Symphony No. 1 - PDF Score and Parts

SKU: SY101

S Y M P H O N Y   N O .   1  for Wind Ensemble 

"Of Purple Mountain Majesties"

Composed by Lachlan Pierce

Grade 5 

4 Movements

Written in Fall 2014 in Fort Collins, Colorado


W H A T   T H I S   I N C L U D E S

  • PDFs of the score and parts (letter sized - 8.5"x11")
  • Reference recording
  • Cover art


Physical score sold separately. No refunds for digital products.


C O M P O S E R ‘ S   N O T E S

Over a decade prior to the completion of my first symphony, my family moved across the Pacific Ocean from New Zealand to the American state of Colora­do. As the years passed, I found myself entranced by the beauty and spirit of my new home. In the summer of 2012, Colorado underwent a difficult chapter when dozens of wildfires, including the record-breaking High Park and Waldo Canyon fires, spread throughout the land. Not long afterwards was the devastating Aurora theatre shooting in which 12 people were killed and dozens more were injured. In the aftermath of these tragedies, I was overcome by how strong and spirited Colorado's citizens and community had grown, which led to me writing what would become the fourth movement of Symphony no. 1, "And the Mountains Still Stand," based off of a poem I wrote in response to that summer. 
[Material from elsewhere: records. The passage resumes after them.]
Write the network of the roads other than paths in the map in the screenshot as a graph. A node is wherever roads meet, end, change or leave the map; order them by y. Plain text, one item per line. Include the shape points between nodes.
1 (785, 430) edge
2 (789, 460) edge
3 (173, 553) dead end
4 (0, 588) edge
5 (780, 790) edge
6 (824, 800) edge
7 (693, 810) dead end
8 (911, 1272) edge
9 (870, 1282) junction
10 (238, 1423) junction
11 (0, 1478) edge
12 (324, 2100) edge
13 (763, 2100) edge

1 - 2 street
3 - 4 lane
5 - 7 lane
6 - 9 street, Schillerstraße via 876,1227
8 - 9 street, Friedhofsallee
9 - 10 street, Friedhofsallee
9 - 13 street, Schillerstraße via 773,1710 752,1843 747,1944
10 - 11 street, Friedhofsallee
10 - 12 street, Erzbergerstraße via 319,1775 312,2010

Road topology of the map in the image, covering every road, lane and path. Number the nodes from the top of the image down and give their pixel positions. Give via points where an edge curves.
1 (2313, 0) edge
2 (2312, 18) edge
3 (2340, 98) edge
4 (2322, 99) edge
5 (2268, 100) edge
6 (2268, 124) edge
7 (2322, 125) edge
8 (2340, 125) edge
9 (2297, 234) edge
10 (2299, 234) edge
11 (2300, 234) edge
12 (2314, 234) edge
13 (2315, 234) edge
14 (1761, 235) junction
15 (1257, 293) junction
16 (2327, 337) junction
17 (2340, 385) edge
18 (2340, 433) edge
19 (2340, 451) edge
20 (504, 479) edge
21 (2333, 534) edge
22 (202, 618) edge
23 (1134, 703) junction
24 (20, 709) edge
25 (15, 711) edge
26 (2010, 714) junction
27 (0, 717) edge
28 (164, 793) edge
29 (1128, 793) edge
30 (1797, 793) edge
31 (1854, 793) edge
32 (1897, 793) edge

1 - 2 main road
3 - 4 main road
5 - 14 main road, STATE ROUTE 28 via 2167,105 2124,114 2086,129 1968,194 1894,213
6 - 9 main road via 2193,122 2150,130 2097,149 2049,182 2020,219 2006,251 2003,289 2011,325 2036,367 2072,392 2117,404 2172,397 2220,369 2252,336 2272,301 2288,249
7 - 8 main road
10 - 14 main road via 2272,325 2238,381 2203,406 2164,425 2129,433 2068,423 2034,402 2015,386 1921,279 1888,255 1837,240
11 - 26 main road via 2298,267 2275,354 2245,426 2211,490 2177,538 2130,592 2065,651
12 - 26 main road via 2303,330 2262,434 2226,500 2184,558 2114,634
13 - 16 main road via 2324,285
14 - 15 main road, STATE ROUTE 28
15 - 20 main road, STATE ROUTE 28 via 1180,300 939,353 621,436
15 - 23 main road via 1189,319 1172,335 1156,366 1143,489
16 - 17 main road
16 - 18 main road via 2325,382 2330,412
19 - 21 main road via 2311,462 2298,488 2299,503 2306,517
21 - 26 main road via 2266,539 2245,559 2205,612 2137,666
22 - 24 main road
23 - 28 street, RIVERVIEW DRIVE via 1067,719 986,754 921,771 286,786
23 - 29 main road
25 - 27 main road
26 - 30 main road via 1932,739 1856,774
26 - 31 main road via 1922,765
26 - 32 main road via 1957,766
"And the Mountains Still Stand" was originally going to be a stand-alone piece for concert band, but as I continued working on it I was overcome with ideas with Colorado being the common theme. Late in the writing process, I decided to turn the piece into a movement of my first symphony, adding the movements "Wild and Free," "Rock Giants," and "Snowfall." "And the Mountains Still Stand" was modified to be an appropriate finale for the symphony. 


Movement One: Wild and Free is a loose homage to the days of the old west, when cowboys patrolled the open range, native tribes traded and traveled along ancient routes, and settlers dropped everything to try their luck in the gold rush with the words "Pikes Peak or Bust'' painted on their wagons. I utilized some musical tropes from Western movie soundtracks as well as throwing in more unusual musical ideas and instruments, such as the use of bongos as a hint of the Spanish explorers who passed through long ago. 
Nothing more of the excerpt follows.